Julie leaned her arms on the mantel-piece, and hid her face. She had turned her back to them, and they saw that she was crying softly.
The Duchess crept up to her and wound her arms round her.
"You will, Julie!--you will! Lady Henry has turned you out-of-doors at a moment's notice. And it was a great deal my fault. You _must_ let us help you!"
Julie did not answer, but, partially disengaging herself, and without looking at him, she held out her hand to the Duke.
He pressed it with a cordiality that amazed him.
"That's right--that's right. Now, Evelyn, I leave you to make the arrangements. The keys shall be here this afternoon. Miss Le Breton, of course, stays here till things are settled. As for me, I must really be off to my meeting. One thing, Miss Le Breton--"
"Yes."
"I think," he said, gravely, "you ought to reveal yourself to Lord Lackington."
She shrank.
"You'll let me take my own time for that?" was her appealing reply.
"Very well--very well. We'll speak of it again."
And he hurried away. As he descended his own stairs astonishment at what he had done rushed upon him and overwhelmed him.
"How on earth am I ever to explain the thing to Lady Henry?"
And as he went citywards in his cab, he felt much more guilty than his wife had ever done. What _could_ have made him behave in this extraordinary, this preposterous way? A touch of foolish romance--immoral romance--of which he was already ashamed? Or the one bare fact that this woman had refused Jacob Delafield?
XI
"Here it is," said the Duchess, as the carriage stopped. "Isn't it an odd little place?"
And as she and Julie paused on the pavement, Julie looked listlessly at her new home. It was a two-storied brick house, built about 1780. The front door boasted a pair of Ionian columns and a classical canopy or pediment. The windows had still the original small panes; the _mansarde_ roof, with its one dormer, was untouched. The little house had rather deep eaves; three windows above; two, and the front door, below. It wore a prim, old-fashioned air, a good deal softened and battered, however, by age, and it stood at the corner of two streets, both dingily quiet, and destined, no doubt, to be rebuilt before long in the general rejuvenation of Mayfair.

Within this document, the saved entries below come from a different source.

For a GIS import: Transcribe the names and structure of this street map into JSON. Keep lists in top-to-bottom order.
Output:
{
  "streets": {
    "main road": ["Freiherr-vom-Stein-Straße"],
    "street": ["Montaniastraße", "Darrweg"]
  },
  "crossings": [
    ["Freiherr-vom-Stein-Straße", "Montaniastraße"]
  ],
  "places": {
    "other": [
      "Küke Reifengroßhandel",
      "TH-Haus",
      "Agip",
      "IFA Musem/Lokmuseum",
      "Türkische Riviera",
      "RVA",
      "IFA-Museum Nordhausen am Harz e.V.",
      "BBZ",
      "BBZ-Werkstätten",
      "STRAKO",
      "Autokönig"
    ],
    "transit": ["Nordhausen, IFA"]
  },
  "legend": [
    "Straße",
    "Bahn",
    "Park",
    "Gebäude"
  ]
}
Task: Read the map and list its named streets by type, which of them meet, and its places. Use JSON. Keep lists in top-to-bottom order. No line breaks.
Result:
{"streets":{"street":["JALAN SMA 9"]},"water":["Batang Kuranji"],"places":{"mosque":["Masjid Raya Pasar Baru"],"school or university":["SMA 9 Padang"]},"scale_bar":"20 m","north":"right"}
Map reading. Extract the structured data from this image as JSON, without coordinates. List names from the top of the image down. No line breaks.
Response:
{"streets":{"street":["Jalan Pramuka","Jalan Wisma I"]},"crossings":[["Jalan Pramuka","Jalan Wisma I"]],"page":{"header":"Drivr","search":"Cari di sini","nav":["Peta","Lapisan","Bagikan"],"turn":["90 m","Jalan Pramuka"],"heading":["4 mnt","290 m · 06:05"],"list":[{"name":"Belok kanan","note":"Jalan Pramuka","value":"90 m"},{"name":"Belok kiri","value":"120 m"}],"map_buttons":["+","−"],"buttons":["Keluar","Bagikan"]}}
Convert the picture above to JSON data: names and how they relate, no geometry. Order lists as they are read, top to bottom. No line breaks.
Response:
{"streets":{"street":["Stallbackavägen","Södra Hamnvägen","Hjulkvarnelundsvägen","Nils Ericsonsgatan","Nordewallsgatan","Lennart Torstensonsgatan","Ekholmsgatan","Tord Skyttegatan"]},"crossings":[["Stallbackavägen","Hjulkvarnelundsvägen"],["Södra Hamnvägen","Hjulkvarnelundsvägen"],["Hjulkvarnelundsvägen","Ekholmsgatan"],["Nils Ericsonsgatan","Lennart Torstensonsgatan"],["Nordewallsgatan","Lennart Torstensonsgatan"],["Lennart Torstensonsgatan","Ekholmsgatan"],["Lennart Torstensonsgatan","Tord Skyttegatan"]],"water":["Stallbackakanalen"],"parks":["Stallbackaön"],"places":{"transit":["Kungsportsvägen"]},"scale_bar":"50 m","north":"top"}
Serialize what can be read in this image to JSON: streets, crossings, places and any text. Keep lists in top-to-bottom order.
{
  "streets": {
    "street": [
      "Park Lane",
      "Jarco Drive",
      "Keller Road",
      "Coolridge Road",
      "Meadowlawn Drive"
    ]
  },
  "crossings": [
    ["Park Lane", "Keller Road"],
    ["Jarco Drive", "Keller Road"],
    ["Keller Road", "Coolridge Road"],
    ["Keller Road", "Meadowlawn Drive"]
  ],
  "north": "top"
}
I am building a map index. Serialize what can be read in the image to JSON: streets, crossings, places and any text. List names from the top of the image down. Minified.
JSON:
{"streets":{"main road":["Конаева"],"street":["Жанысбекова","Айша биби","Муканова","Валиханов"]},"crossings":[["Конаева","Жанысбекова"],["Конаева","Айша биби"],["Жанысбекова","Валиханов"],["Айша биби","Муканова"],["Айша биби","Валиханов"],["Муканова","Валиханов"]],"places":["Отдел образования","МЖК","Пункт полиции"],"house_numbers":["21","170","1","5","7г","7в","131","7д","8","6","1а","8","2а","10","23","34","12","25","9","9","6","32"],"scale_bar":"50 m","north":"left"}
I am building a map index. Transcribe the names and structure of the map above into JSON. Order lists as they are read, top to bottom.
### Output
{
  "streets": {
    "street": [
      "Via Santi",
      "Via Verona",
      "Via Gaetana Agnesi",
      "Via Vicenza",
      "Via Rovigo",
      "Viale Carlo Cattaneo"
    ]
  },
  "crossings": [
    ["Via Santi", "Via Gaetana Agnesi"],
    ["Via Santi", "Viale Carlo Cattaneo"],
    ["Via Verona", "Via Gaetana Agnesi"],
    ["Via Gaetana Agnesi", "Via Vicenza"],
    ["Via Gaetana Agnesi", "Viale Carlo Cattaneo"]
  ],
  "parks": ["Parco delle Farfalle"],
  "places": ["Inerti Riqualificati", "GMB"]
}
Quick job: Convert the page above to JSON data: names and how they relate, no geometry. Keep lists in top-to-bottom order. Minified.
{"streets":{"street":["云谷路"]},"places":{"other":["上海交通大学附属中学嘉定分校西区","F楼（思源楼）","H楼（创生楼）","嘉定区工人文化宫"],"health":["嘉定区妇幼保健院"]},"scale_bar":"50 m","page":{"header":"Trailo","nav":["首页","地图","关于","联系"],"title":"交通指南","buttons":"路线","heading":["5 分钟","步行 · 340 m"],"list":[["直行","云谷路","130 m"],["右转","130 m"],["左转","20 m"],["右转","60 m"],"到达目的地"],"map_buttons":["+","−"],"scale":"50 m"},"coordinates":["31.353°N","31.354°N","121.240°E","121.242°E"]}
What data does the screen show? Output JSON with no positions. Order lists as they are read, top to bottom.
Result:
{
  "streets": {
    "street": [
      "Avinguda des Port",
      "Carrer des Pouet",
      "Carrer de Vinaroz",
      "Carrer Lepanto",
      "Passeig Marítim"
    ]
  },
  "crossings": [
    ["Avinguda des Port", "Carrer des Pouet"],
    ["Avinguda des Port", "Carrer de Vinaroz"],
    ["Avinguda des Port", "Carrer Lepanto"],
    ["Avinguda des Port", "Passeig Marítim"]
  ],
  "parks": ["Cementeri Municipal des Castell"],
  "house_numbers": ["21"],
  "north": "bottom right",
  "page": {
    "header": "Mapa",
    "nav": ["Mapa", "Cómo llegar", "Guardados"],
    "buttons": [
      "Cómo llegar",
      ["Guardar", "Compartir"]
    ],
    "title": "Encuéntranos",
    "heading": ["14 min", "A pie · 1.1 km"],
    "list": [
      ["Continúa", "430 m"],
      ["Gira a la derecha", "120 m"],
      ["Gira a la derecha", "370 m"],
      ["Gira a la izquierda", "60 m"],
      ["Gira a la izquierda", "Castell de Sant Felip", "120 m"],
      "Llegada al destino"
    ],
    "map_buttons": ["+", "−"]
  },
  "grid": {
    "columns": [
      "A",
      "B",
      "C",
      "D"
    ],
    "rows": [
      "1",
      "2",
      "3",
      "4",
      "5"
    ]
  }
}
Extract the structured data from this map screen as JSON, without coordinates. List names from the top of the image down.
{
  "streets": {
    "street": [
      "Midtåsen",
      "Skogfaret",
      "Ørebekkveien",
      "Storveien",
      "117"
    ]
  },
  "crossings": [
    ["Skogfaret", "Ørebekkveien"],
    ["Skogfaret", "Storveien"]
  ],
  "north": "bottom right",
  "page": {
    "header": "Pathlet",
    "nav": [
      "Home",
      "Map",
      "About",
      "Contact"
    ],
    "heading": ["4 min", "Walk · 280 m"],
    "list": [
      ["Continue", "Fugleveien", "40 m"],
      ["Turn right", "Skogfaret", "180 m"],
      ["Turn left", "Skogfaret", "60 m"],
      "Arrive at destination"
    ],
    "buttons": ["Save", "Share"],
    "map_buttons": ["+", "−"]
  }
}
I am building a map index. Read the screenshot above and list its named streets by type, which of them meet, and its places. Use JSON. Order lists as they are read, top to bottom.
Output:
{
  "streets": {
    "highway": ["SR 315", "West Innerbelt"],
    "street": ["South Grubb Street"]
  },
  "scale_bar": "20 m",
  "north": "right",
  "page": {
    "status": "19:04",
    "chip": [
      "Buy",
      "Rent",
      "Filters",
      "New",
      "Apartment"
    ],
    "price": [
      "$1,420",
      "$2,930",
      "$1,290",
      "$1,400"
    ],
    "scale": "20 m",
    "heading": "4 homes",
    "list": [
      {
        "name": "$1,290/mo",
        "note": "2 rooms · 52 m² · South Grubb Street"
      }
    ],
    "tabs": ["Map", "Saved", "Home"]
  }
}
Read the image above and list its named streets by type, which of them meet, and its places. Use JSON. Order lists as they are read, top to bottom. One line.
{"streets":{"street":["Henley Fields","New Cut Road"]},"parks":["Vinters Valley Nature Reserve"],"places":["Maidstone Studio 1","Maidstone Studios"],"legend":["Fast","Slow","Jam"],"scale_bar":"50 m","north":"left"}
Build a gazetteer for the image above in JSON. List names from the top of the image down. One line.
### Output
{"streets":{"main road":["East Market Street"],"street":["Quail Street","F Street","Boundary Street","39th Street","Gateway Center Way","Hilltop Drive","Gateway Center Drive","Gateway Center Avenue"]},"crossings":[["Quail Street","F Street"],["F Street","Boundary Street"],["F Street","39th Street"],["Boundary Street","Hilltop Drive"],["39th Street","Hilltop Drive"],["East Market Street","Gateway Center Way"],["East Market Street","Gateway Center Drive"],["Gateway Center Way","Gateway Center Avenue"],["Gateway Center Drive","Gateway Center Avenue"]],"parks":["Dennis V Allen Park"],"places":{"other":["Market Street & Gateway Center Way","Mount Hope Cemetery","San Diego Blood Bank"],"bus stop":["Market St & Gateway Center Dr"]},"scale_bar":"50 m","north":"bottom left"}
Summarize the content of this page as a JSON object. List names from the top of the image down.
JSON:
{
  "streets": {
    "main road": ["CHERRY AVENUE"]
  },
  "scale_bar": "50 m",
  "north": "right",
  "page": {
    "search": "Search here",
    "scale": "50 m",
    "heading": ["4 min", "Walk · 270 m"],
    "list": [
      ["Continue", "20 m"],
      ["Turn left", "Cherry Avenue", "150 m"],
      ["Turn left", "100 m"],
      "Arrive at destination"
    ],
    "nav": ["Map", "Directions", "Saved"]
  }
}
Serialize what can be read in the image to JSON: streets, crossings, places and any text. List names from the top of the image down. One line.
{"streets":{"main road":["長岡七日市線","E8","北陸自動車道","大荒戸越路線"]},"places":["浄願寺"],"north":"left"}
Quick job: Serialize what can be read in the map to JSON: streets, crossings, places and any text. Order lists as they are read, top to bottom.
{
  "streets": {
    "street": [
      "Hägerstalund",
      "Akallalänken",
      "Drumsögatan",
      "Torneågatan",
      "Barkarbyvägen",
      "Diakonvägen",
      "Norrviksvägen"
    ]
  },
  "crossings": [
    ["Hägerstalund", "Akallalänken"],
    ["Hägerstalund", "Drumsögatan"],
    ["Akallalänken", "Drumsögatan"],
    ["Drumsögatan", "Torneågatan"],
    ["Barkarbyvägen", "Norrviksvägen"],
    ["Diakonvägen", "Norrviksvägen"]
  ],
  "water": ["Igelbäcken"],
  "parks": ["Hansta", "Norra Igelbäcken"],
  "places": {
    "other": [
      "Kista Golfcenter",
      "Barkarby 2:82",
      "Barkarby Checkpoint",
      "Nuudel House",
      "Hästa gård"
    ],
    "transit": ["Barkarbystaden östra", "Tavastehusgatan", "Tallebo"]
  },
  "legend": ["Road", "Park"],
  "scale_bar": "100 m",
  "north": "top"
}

As the Duchess had said, it occupied the site of what had once--about 1740--been the westerly end of a mews belonging to houses in Cureton Street, long since pulled down. The space filled by these houses was now occupied by one great mansion and its gardens. The rest of the mews had been converted into three-story houses of a fair size, looking south, with a back road between them and the gardens of Cureton House. But at the southwesterly corner of what was now Heribert Street, fronting west and quite out of line and keeping with the rest, was this curious little place, built probably at a different date and for some special family reason. The big planes in the Cureton House gardens came close to it and overshadowed it; one side wall of the house, in fact, formed part of the wall of the garden.
The Duchess, full of nervousness, ran up the steps, put in the key herself, and threw open the door. An elderly Scotchwoman, the caretaker, appeared from the back and stood waiting to show them over.
"Oh, Julie, perhaps it's _too_ queer and musty!" cried the Duchess, looking round her in some dismay. "I thought, you know, it would be a little out-of-the-way and quaint--unlike other people--just what you ought to have. But--"
"I think it's delightful," said Julie, standing absently before a case of stuffed birds, somewhat moth-eaten, which took up a good deal of space in the little hall. "I love stuffed birds."
The Duchess glanced at her uneasily. "What is she thinking about?" she wondered. But Julie roused herself.
"Why, it looks as though everything here had gone to sleep for a hundred years," she said, gazing in astonishment at the little hall, with its old clock, its two or three stiff hunting-pictures, its drab-painted walls, its poker-work chest.